– Analysis of Penguins Dataset –
library(tidyverse)
## ── Attaching packages ─────────────────────────────────────── tidyverse 1.3.1 ──
## ✓ ggplot2 3.3.5 ✓ purrr 0.3.4
## ✓ tibble 3.1.6 ✓ dplyr 1.0.7
## ✓ tidyr 1.1.4 ✓ stringr 1.4.0
## ✓ readr 2.1.1 ✓ forcats 0.5.1
## ── Conflicts ────────────────────────────────────────── tidyverse_conflicts() ──
## x dplyr::filter() masks stats::filter()
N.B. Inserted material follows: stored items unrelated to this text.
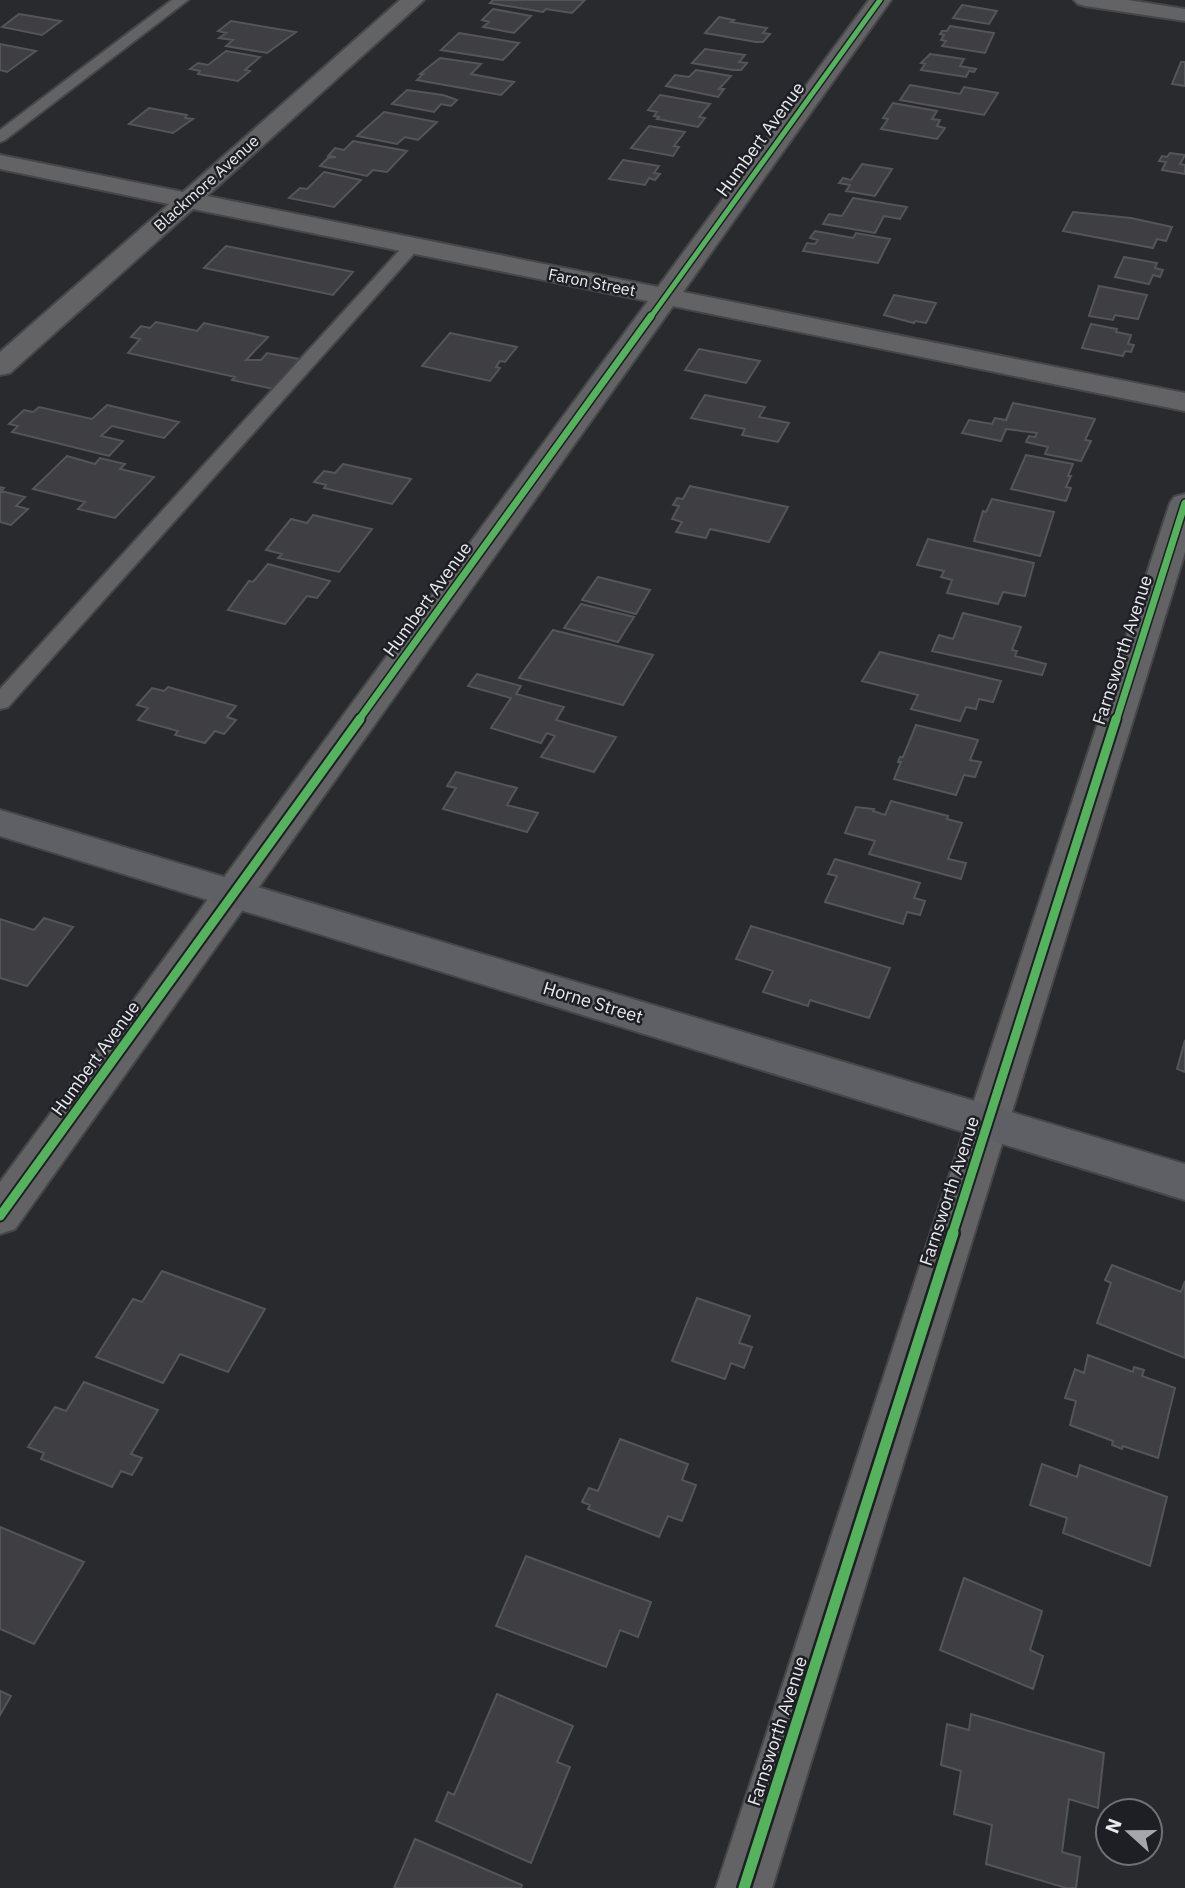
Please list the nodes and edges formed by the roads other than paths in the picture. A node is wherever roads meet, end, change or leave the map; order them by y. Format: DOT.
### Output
graph roads {
  1 [pos="181,0"];
  2 [pos="413,0"];
  3 [pos="880,0"];
  4 [pos="1085,0"];
  5 [pos="1185,15"];
  6 [pos="0,136"];
  7 [pos="0,162"];
  8 [pos="188,200"];
  9 [pos="413,246"];
  10 [pos="665,297"];
  11 [pos="0,366"];
  12 [pos="1185,402"];
  13 [pos="1185,503"];
  14 [pos="0,702"];
  15 [pos="0,823"];
  16 [pos="233,893"];
  17 [pos="988,1122"];
  18 [pos="1185,1182"];
  19 [pos="0,1216"];
  20 [pos="744,1888"];
  1 -- 6 [label="lane"];
  2 -- 8 [label="street, Blackmore Avenue"];
  3 -- 10 [label="street, Humbert Avenue"];
  4 -- 5 [label="street"];
  7 -- 8 [label="street, Faron Street"];
  8 -- 9 [label="street, Faron Street"];
  8 -- 11 [label="street, Blackmore Avenue"];
  9 -- 10 [label="street, Faron Street"];
  9 -- 14 [label="lane"];
  10 -- 12 [label="street, Faron Street"];
  10 -- 16 [label="street, Humbert Avenue"];
  13 -- 17 [label="street, Farnsworth Avenue"];
  15 -- 16 [label="street, Horne Street"];
  16 -- 17 [label="street, Horne Street"];
  16 -- 19 [label="street, Humbert Avenue"];
  17 -- 18 [label="street, Horne Street"];
  17 -- 20 [label="street, Farnsworth Avenue"];
}
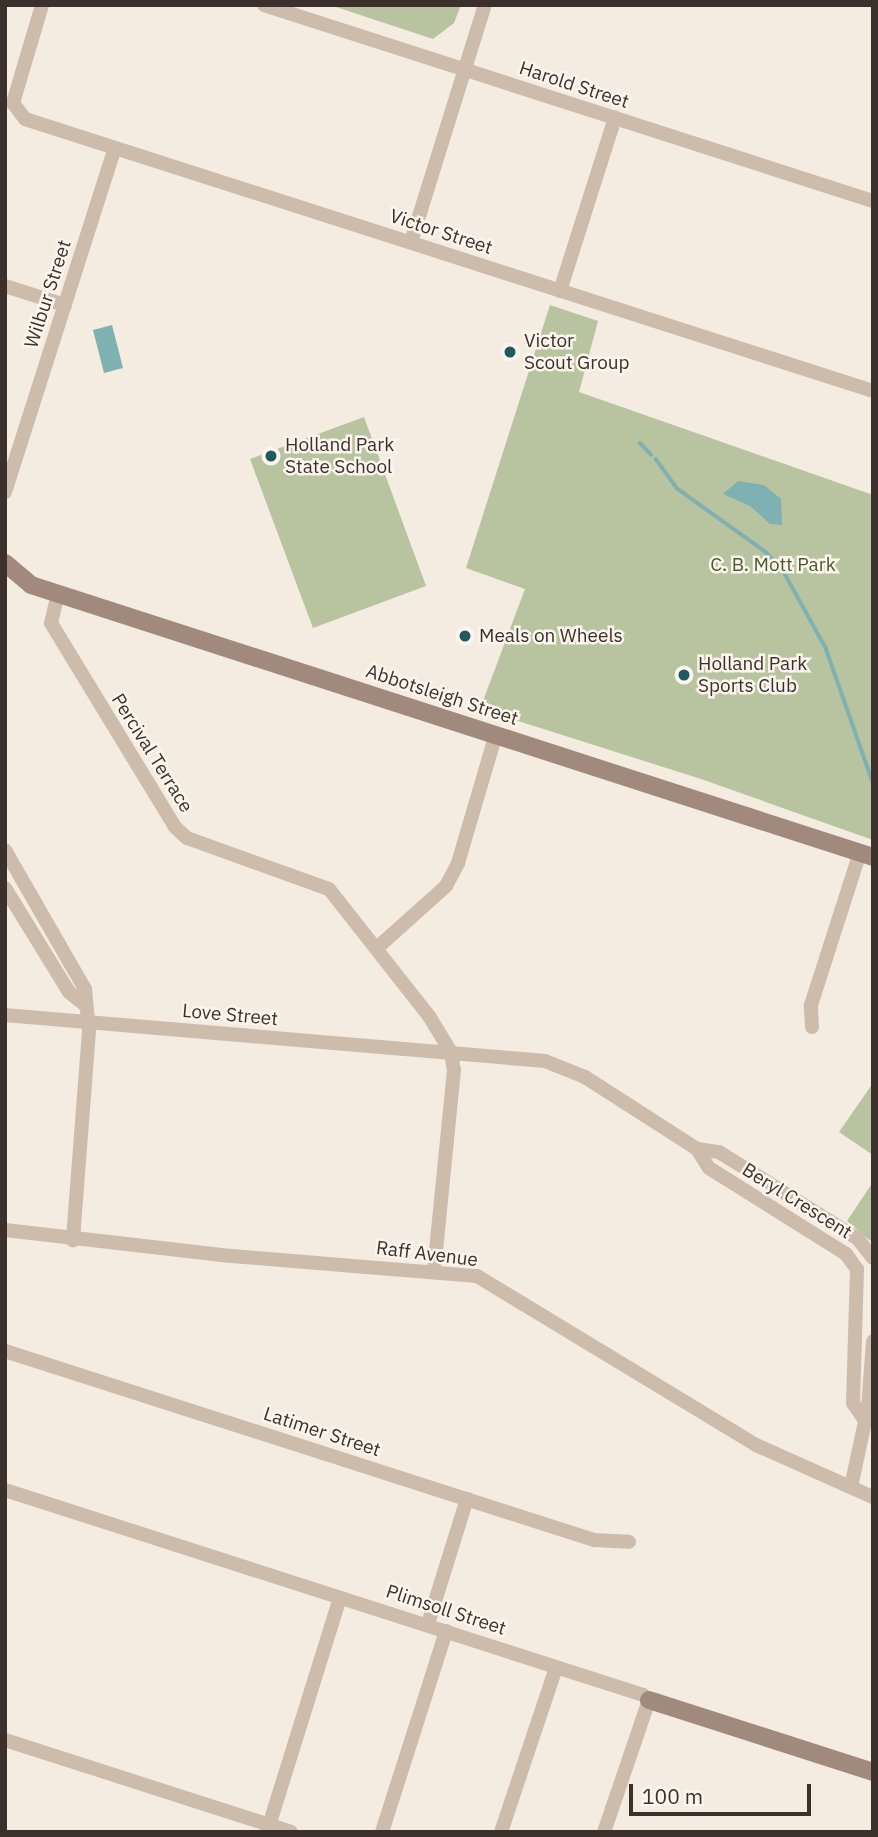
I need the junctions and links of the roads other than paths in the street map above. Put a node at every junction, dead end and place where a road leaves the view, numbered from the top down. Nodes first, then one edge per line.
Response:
1 (42, 5) edge
2 (264, 5) edge
3 (485, 5) edge
4 (464, 70) junction
5 (9, 103) edge
6 (615, 118) junction
7 (115, 148) junction
8 (873, 201) edge
9 (411, 242) junction
10 (5, 286) edge
11 (560, 291) junction
12 (65, 305) junction
13 (873, 391) edge
14 (5, 492) edge
15 (5, 563) edge
16 (58, 593) junction
17 (496, 734) junction
18 (5, 850) edge
19 (867, 854) edge
20 (5, 888) edge
21 (377, 948) junction
22 (86, 1006) junction
23 (5, 1015) edge
24 (89, 1022) junction
25 (812, 1027) dead end
26 (451, 1052) junction
27 (698, 1149) junction
28 (5, 1230) edge
29 (73, 1240) junction
30 (873, 1258) edge
31 (434, 1271) junction
32 (873, 1341) edge
33 (5, 1351) edge
34 (863, 1418) junction
35 (851, 1487) junction
36 (5, 1490) edge
37 (873, 1497) edge
38 (467, 1499) junction
39 (629, 1542) dead end
40 (340, 1598) junction
41 (428, 1624) junction
42 (446, 1631) junction
43 (555, 1668) junction
44 (649, 1700) junction
45 (5, 1740) edge
46 (871, 1772) edge
47 (268, 1828) edge
48 (291, 1832) edge
49 (382, 1832) edge
50 (500, 1832) edge
51 (604, 1832) edge

1 - 5 street
2 - 4 street, Harold Street
3 - 4 street
4 - 6 street, Harold Street
4 - 9 street
5 - 7 street, Victor Street
6 - 8 street, Harold Street
6 - 11 street
7 - 9 street, Victor Street
7 - 12 street, Wilbur Street
9 - 11 street, Victor Street
10 - 12 street
11 - 13 street, Victor Street
12 - 14 street, Wilbur Street
15 - 16 street, Abbotsleigh Street
16 - 17 street, Abbotsleigh Street
16 - 21 street, Percival Terrace
17 - 19 street, Abbotsleigh Street
17 - 21 street
18 - 22 street
19 - 25 street
20 - 22 street
21 - 26 street, Percival Terrace
22 - 24 street
23 - 24 street, Love Street
24 - 26 street, Love Street
24 - 29 street
26 - 27 street, Beryl Crescent
26 - 31 street
27 - 30 street, Beryl Crescent
27 - 34 street, Beryl Crescent
28 - 29 street, Raff Avenue
29 - 31 street, Raff Avenue
31 - 35 street, Raff Avenue
32 - 34 street, Beryl Crescent
33 - 38 street, Latimer Street
34 - 35 street, Beryl Crescent
35 - 37 street, Raff Avenue
36 - 40 street, Plimsoll Street
38 - 39 street, Latimer Street
38 - 41 street
40 - 41 street, Plimsoll Street
40 - 47 street
41 - 42 street, Plimsoll Street
42 - 43 street, Plimsoll Street
42 - 49 street
43 - 44 street, Plimsoll Street
43 - 50 street
44 - 46 street, Plimsoll Street
44 - 51 street
45 - 47 street
47 - 48 street

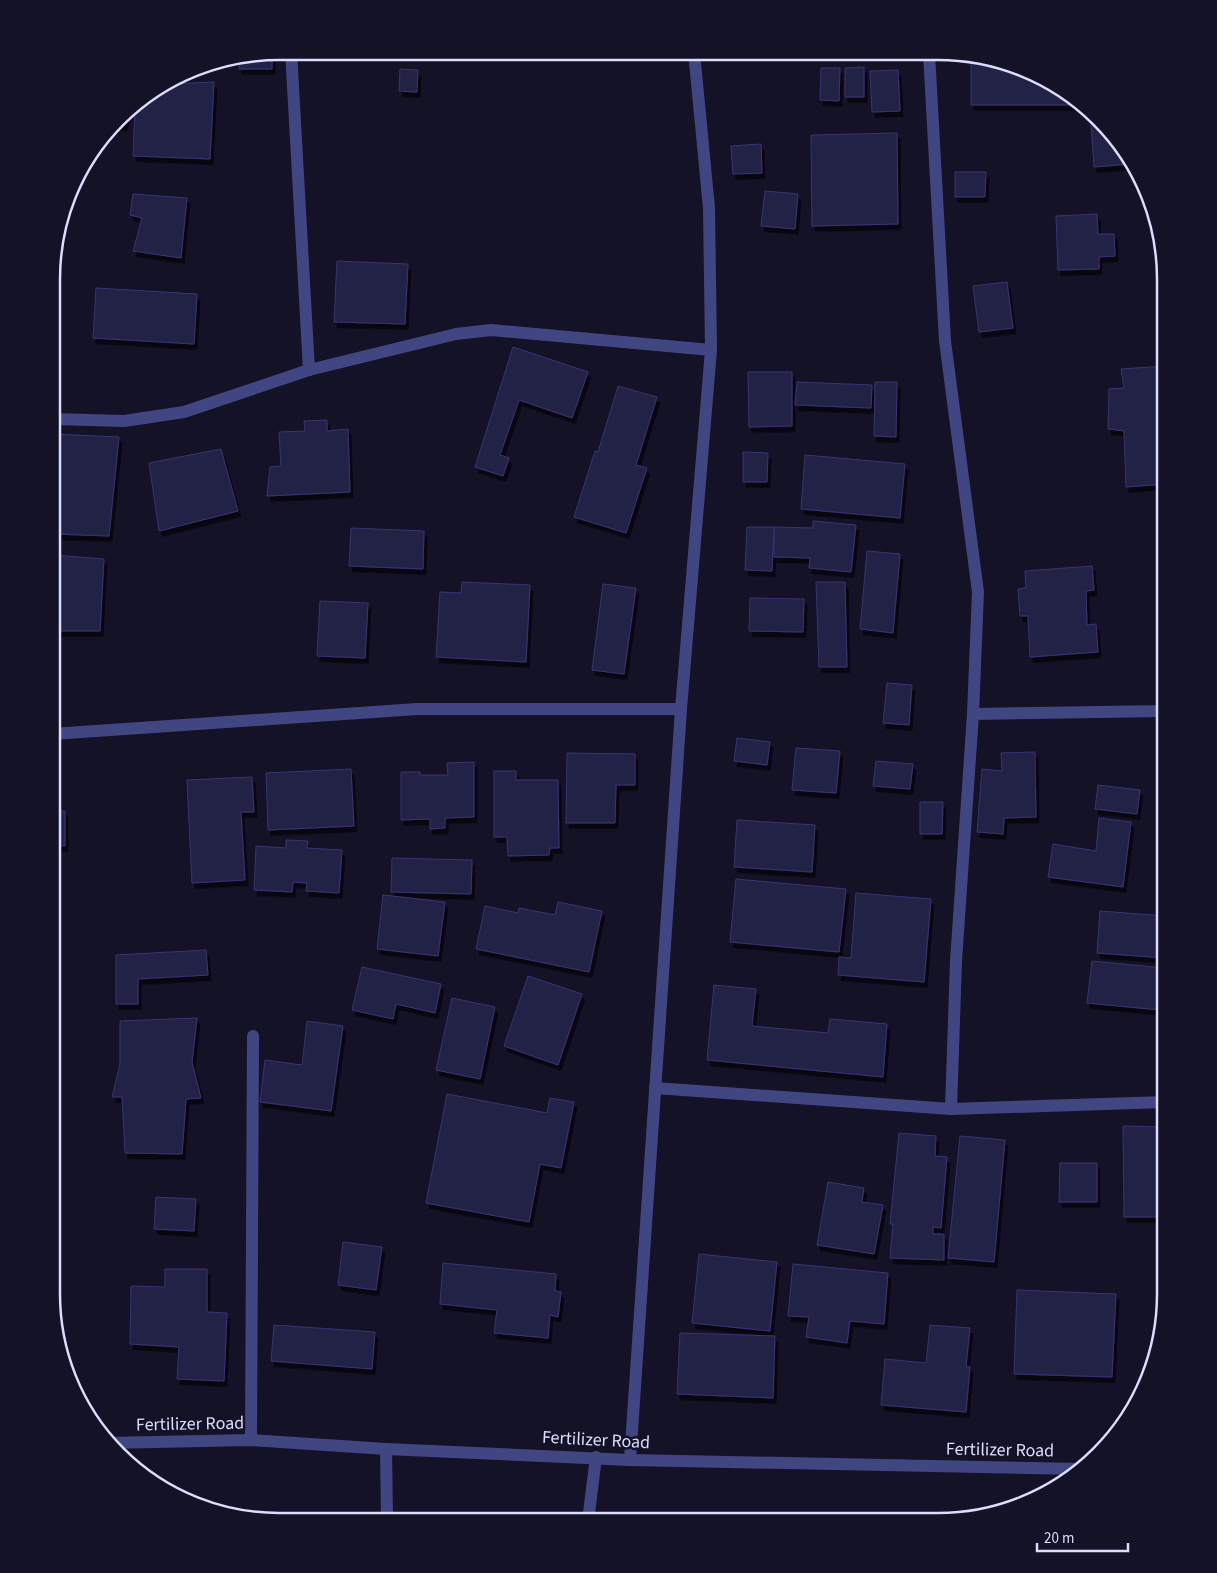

## x dplyr::lag() masks stats::lag()
library(palmerpenguins)
library(dplyr)
data <- penguins
Exploring our data with dplyr
Main functions we’ll use
arrange() filter() select() mutate() summarise() (you can also use summarize()) Reading and writing R code One thing that I really enjoy about working in R is that I can write out what I want to do in a sentence, and then translate that into code. For example, if I say:
Take the penguins dataset and then filter for all penguins that live on Torgersen island
Take the penguins dataset translates to penguins and then translates to %>% filter for all penguins that live on Torgersen island translates to filter(island == “Torgersen”) We can then take these three lines and put them together to get the following:
data %>%
filter(island == "Torgersen")
## # A tibble: 52 × 8
## species island bill_length_mm bill_depth_mm flipper_length_mm body_mass_g
## <fct> <fct> <dbl> <dbl> <int> <int>
## 1 Adelie Torgersen 39.1 18.7 181 3750
## 2 Adelie Torgersen 39.5 17.4 186 3800
## 3 Adelie Torgersen 40.3 18 195 3250
## 4 Adelie Torgersen NA NA NA NA
## 5 Adelie Torgersen 36.7 19.3 193 3450
## 6 Adelie Torgersen 39.3 20.6 190 3650
## 7 Adelie Torgersen 38.9 17.8 181 3625
## 8 Adelie Torgersen 39.2 19.6 195 4675
## 9 Adelie Torgersen 34.1 18.1 193 3475
## 10 Adelie Torgersen 42 20.2 190 4250
## # … with 42 more rows, and 2 more variables: sex <fct>, year <int>
Applying arrange()
arrange() “arranges,” or organizes, our data in ascending order, starting from the lowest value and running to the highest (or in the case of character data, in alphabetical order).
data %>%
arrange(bill_length_mm) %>%
head()
## # A tibble: 6 × 8
## species island bill_length_mm bill_depth_mm flipper_length_… body_mass_g sex
## <fct> <fct> <dbl> <dbl> <int> <int> <fct>
## 1 Adelie Dream 32.1 15.5 188 3050 fema…
## 2 Adelie Dream 33.1 16.1 178 2900 fema…
## 3 Adelie Torge… 33.5 19 190 3600 fema…
## 4 Adelie Dream 34 17.1 185 3400 fema…
## 5 Adelie Torge… 34.1 18.1 193 3475 <NA>
## 6 Adelie Torge… 34.4 18.4 184 3325 fema…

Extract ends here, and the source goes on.